Zach Bogosian played only 18 games last season. ©2018, Micheline Veluvolu

Sabres’ Zach Bogosian on injuries: ‘I’ve had a tough go’

BUFFALO – Since Zach Bogosian joined the Sabres on Feb. 11, 2015, the defenseman has missed a whopping 114 games – 42 percent of his team’s outings – to injuries.

This season, Bogosian’s 10th in the NHL, was supposed to be his breakout campaign. If anyone could unlock his potential, it would be new Sabres coach Phil Housley, right?

Well, Housley, a Hall of Fame defenseman, never really had an opportunity. Bogosian played only 18 games in 2017-18, registering just a single assist.

After suffering a lower-body injury in the preseason finale, the Massena native missed the first 25 contests. In January, the Sabres announced he needed season-ending hip surgery.

“I’ve had a tough go with it,” Bogosian said April 9 as the Sabres cleaned out their lockers and held exit meetings inside KeyBank Center. “I try to remain positive. The group of guys in here have helped me though some pretty dark days, not being able to play.

“Saying that, no one wants to get surgery but I’m glad I got it done. Come back healthy, ready to go next year, make sure I have a good summer of training and go from there.”

Having spent so much time away from his teammates, does the affable Bogosian, 27, still feel like a part of the group moving forward?

“Yeah, I do,” he said. “Obviously, I’m in a little bit of a different position this year, with being injured and having surgery. I tried my best to be around the guys. I miss being on the road with the guys, miss all that stuff.

“So it’s something that I’m just trying to do my part, trying to be a leader and trying to be a good teammate.”

Bogosian, the third overall pick by the Atlanta Thrashers in 2008, hasn’t played more than 64 games in a full season with the Sabres.

On Tuesday, Sabres center Ryan O’Reilly and Edmonton Oilers superstar Connor McDavid spoke emotionally while visiting Saskatchewan, a province grieving after a bus crash killed 16 members of the beloved Humboldt Broncos junior hockey team on April 6.

According to the Regina Leader-Post, O’Reilly and McDavid visited four schools, talked to family members and toured the local arena before driving through a snowstorm to see players at Royal University Hospital in Saskatoon.

O’Reilly told reporters he wanted to “help put some smiles on some faces and just be a part of this community for a little (bit).”

“It weighs heavy to see the faces,” he said.

O’Reilly said the visit made him think back to his junior days.

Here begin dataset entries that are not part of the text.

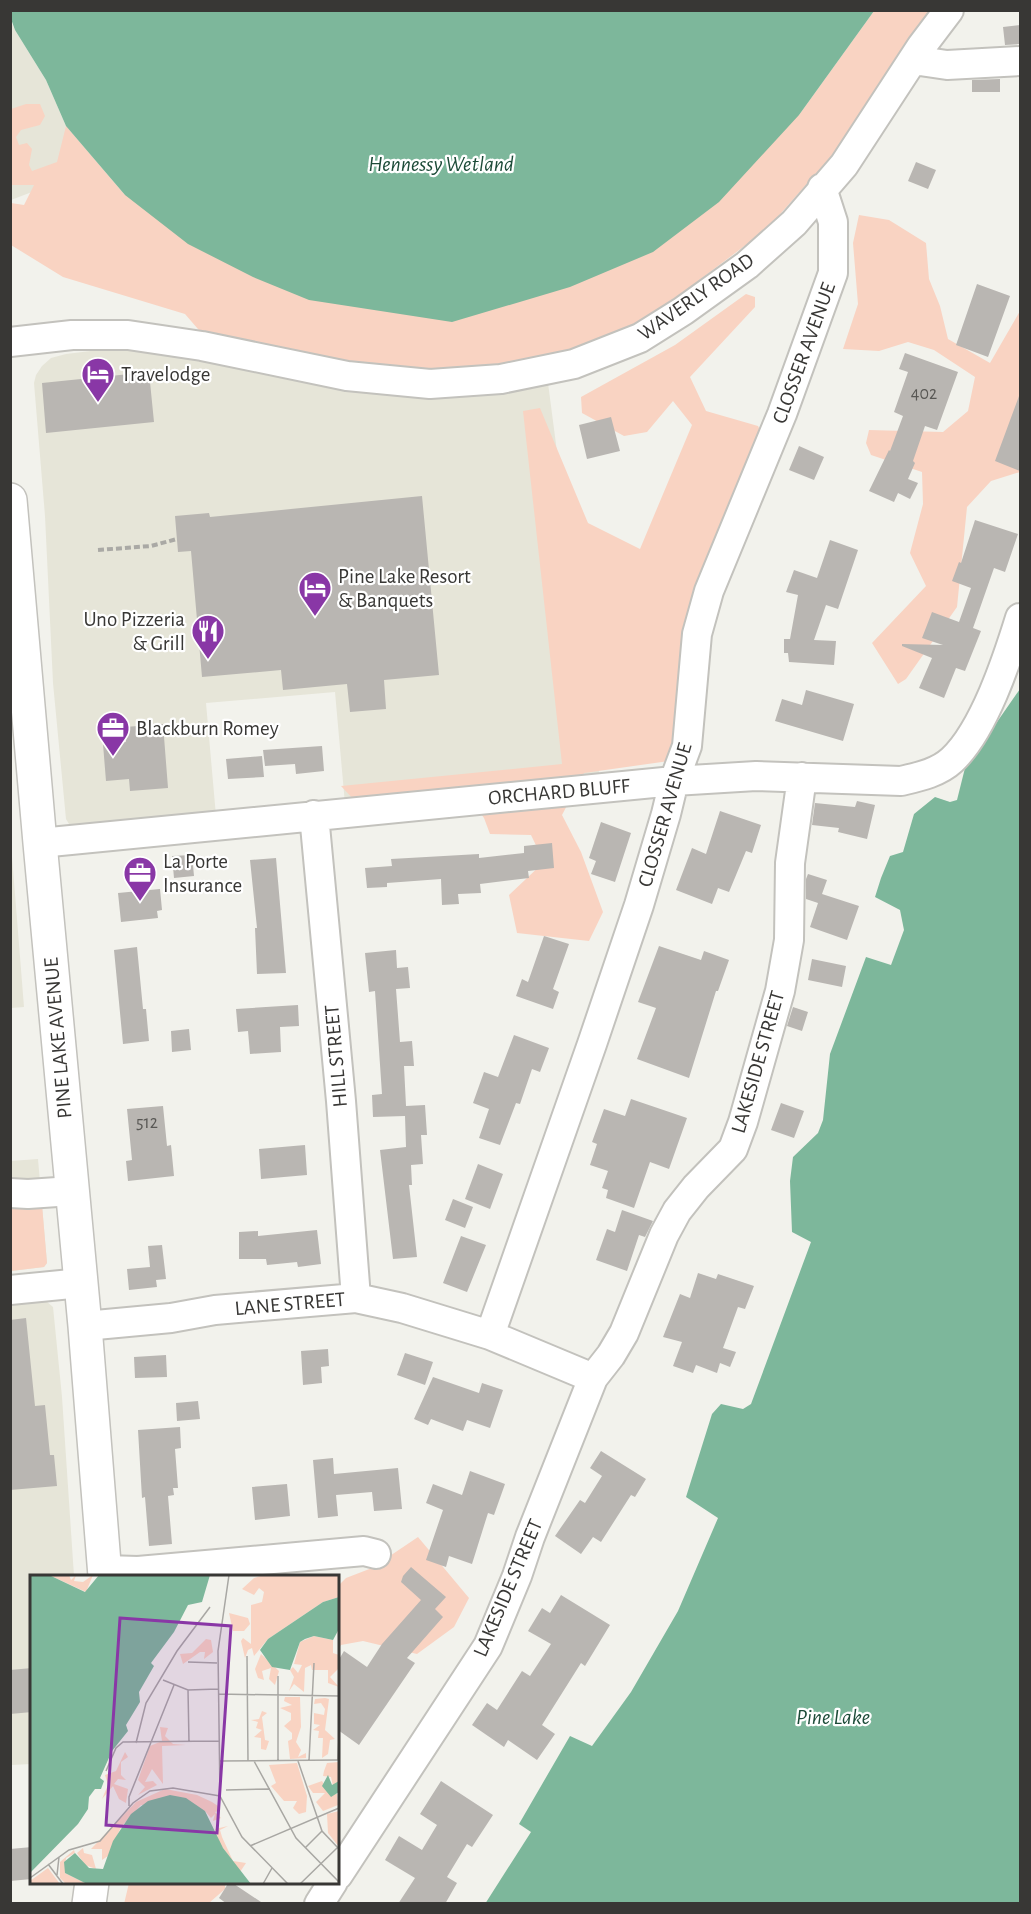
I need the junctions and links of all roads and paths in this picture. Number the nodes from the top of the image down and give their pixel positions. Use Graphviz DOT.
graph roads {
  1 [pos="949,10"];
  2 [pos="913,60"];
  3 [pos="1020,61"];
  4 [pos="822,188"];
  5 [pos="10,342"];
  6 [pos="10,500"];
  7 [pos="177,539"];
  8 [pos="98,550"];
  9 [pos="1020,618"];
  10 [pos="18,662"];
  11 [pos="802,777"];
  12 [pos="674,781"];
  13 [pos="314,815"];
  14 [pos="40,843"];
  15 [pos="72,1191"];
  16 [pos="10,1193"];
  17 [pos="81,1283"];
  18 [pos="10,1290"];
  19 [pos="356,1298"];
  20 [pos="85,1326"];
  21 [pos="490,1335"];
  22 [pos="593,1378"];
  23 [pos="376,1554"];
  24 [pos="105,1573"];
  25 [pos="339,1874"];
  26 [pos="92,1884"];
  27 [pos="332,1884"];
  28 [pos="89,1904"];
  29 [pos="319,1904"];
  1 -- 2 [label="street, WAVERLY ROAD"];
  2 -- 3 [label="street"];
  2 -- 4 [label="street, WAVERLY ROAD"];
  4 -- 5 [label="street, WAVERLY ROAD"];
  4 -- 12 [label="street, CLOSSER AVENUE"];
  6 -- 10 [label="main road, PINE LAKE AVENUE"];
  7 -- 8 [label="path"];
  9 -- 11 [label="street, ORCHARD BLUFF"];
  10 -- 14 [label="main road, PINE LAKE AVENUE"];
  11 -- 12 [label="street, ORCHARD BLUFF"];
  11 -- 22 [label="street, LAKESIDE STREET"];
  12 -- 13 [label="street, ORCHARD BLUFF"];
  12 -- 21 [label="street, CLOSSER AVENUE"];
  13 -- 14 [label="street, ORCHARD BLUFF"];
  13 -- 19 [label="street, HILL STREET"];
  14 -- 15 [label="main road, PINE LAKE AVENUE"];
  15 -- 16 [label="street"];
  15 -- 17 [label="main road, PINE LAKE AVENUE"];
  17 -- 18 [label="street"];
  17 -- 20 [label="main road, PINE LAKE AVENUE"];
  19 -- 20 [label="street, LANE STREET"];
  19 -- 21 [label="street, LANE STREET"];
  20 -- 24 [label="main road, PINE LAKE AVENUE"];
  21 -- 22 [label="street"];
  22 -- 25 [label="street, LAKESIDE STREET"];
  23 -- 24 [label="street"];
  26 -- 28 [label="main road"];
  27 -- 29 [label="street"];
}
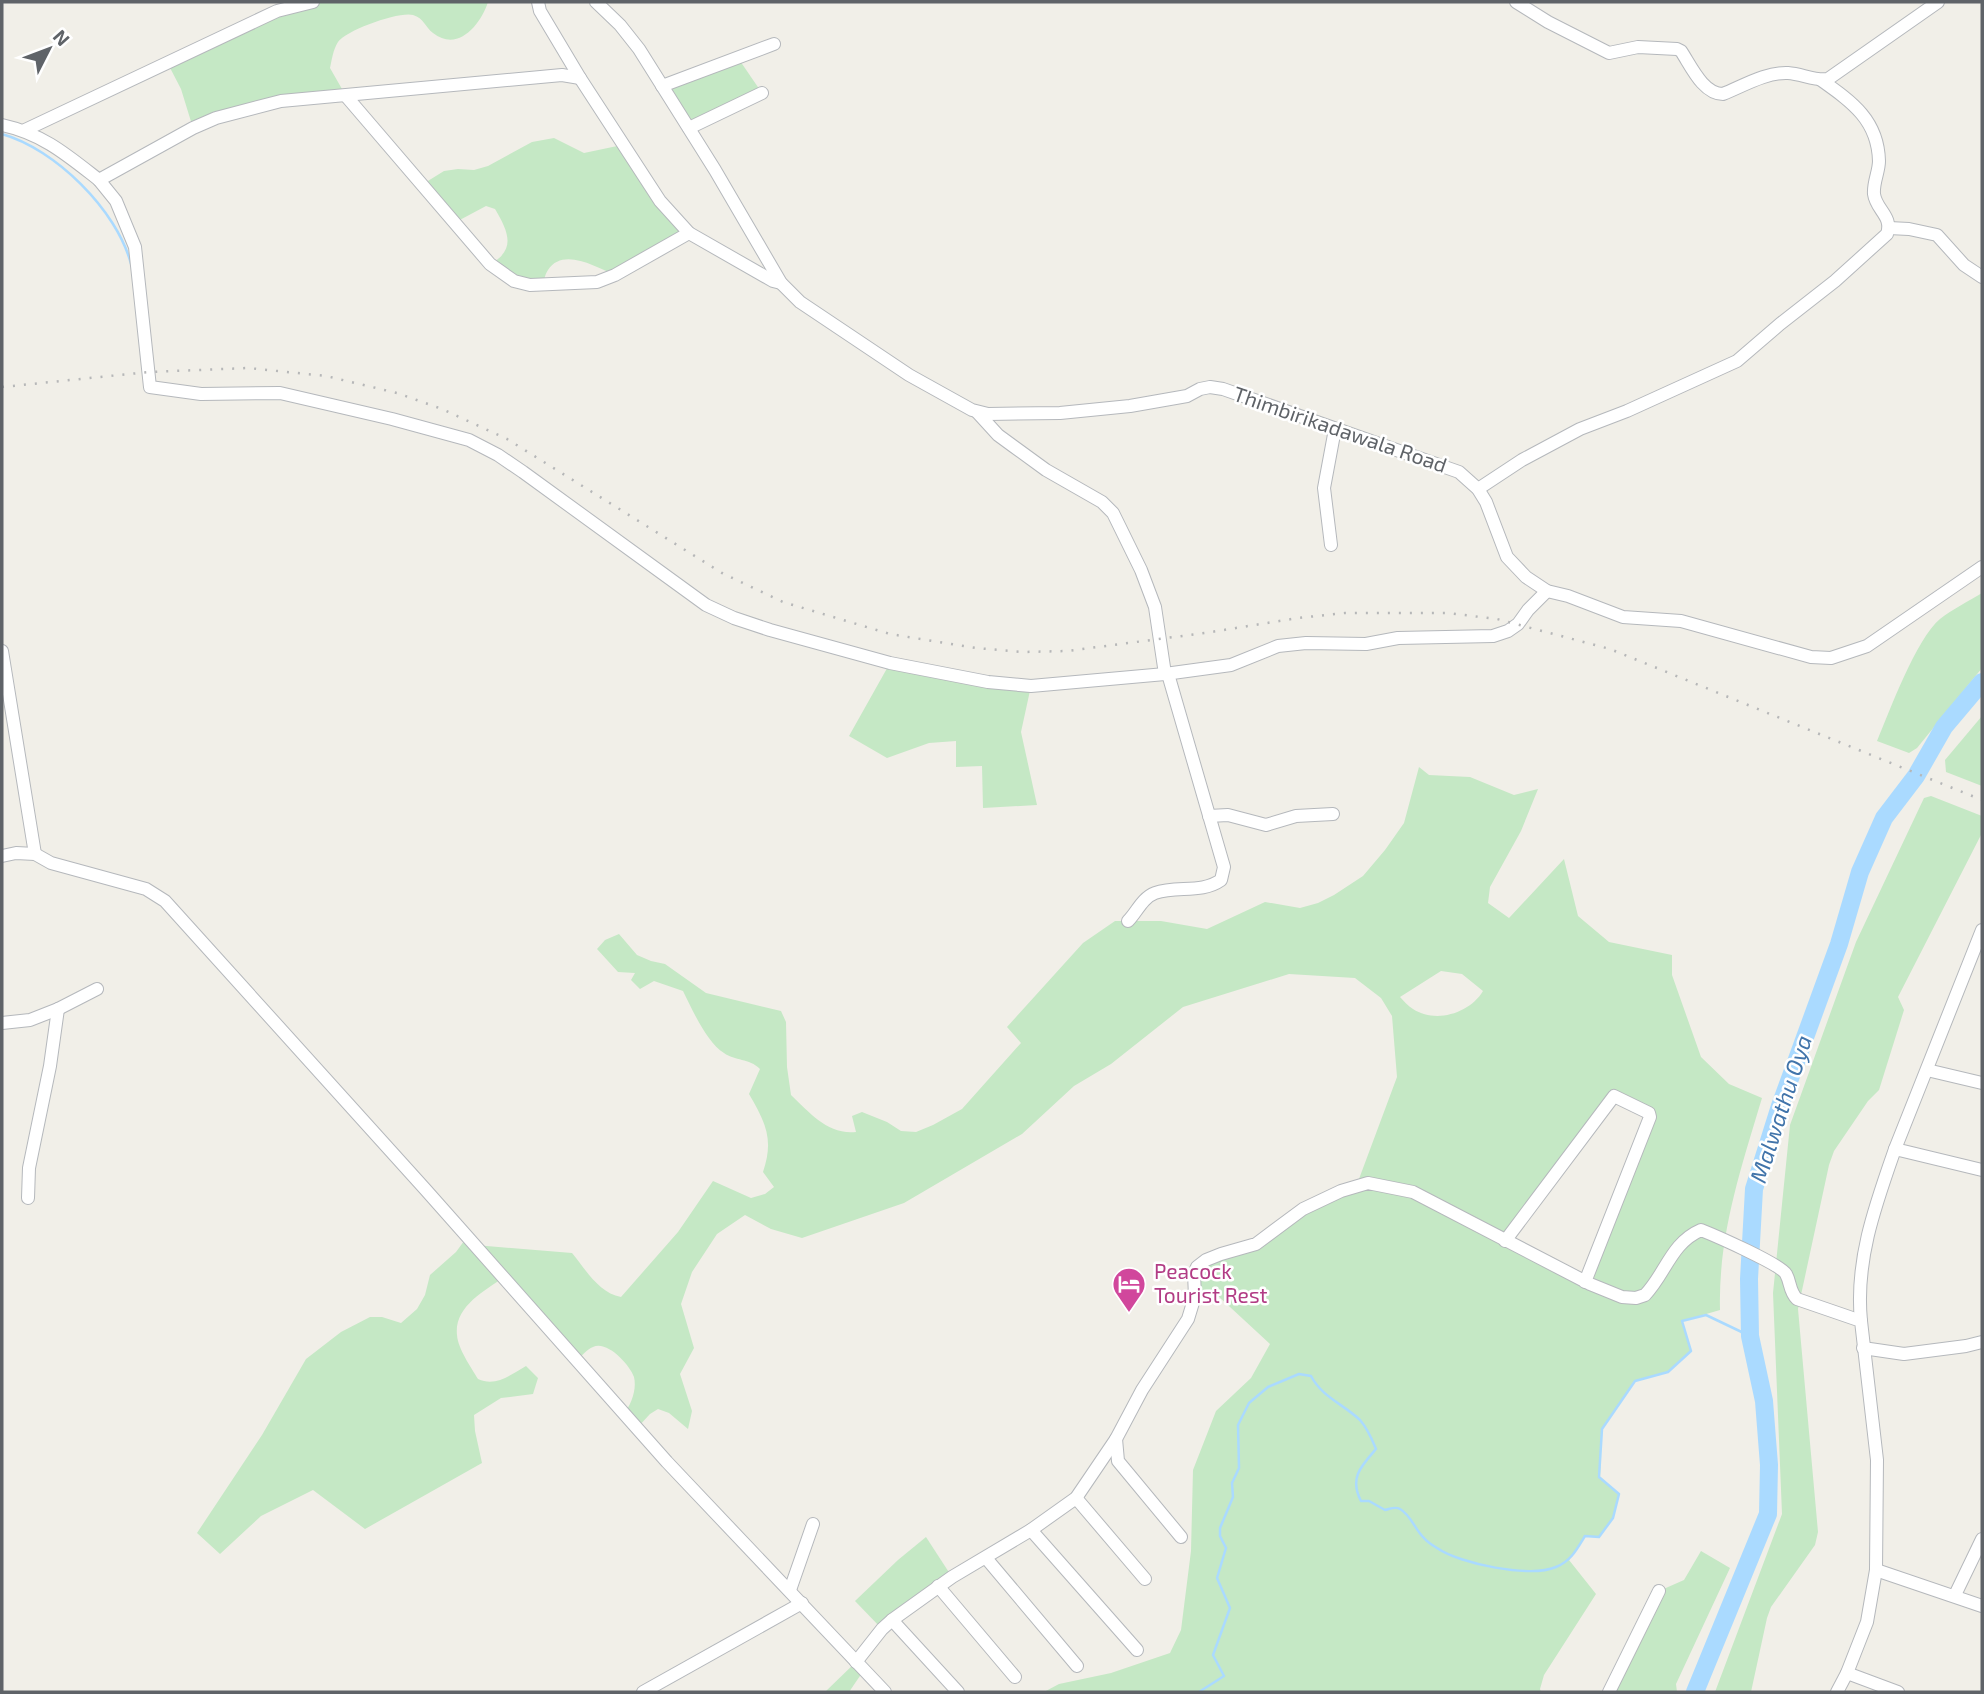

“You think of how many bus trips you’ve been on and how close you are at that age when all the guys are around (the same age),” he said. “You all go to school together, you see each other so much. To have that torn apart, anything you can do to help that (is important).”

O’Reilly said at one school, a child wearing an Oilers shirt broke down crying when he saw McDavid.

“It was pretty special just to be a part of that and witness that, how coming here made such an impact,” he said.

Sherry Bassin, a junior hockey executive O’Reilly and McDavid know from their days with the Ontario Hockey League’s Erie Otters, traveled with them.

Sabres defenseman Victor Antipin’s rookie season ended March 31 when Nashville Predators veteran Scott Hartnell hit him from behind into the glass, knocking him out cold.

Antipin, 25, suffered a concussion, broken nose, facial lacerations and lost teeth.

The Russian said he woke up on the ice about three minutes later. He has watched replays of the hit. Still, he doesn’t have an opinion if it was dirty.

“Maybe I was relaxed,” Antipin said of positioning near the boards. “I don’t know. I don’t remember.”

Antipin, a KHL All-Star before signing a one-year NHL contract last year, moved in and out of the lineup all season, compiling zero goals and 10 assists in 47 games.

“It’s different,” he said of the NHL. “It’s harder than the KHL, yes. But it’s interesting.”

Antipin, a restricted free agent this summer, said he doesn’t have a plan for next season yet.

“I like to play here,” he said. “It’s a good league.”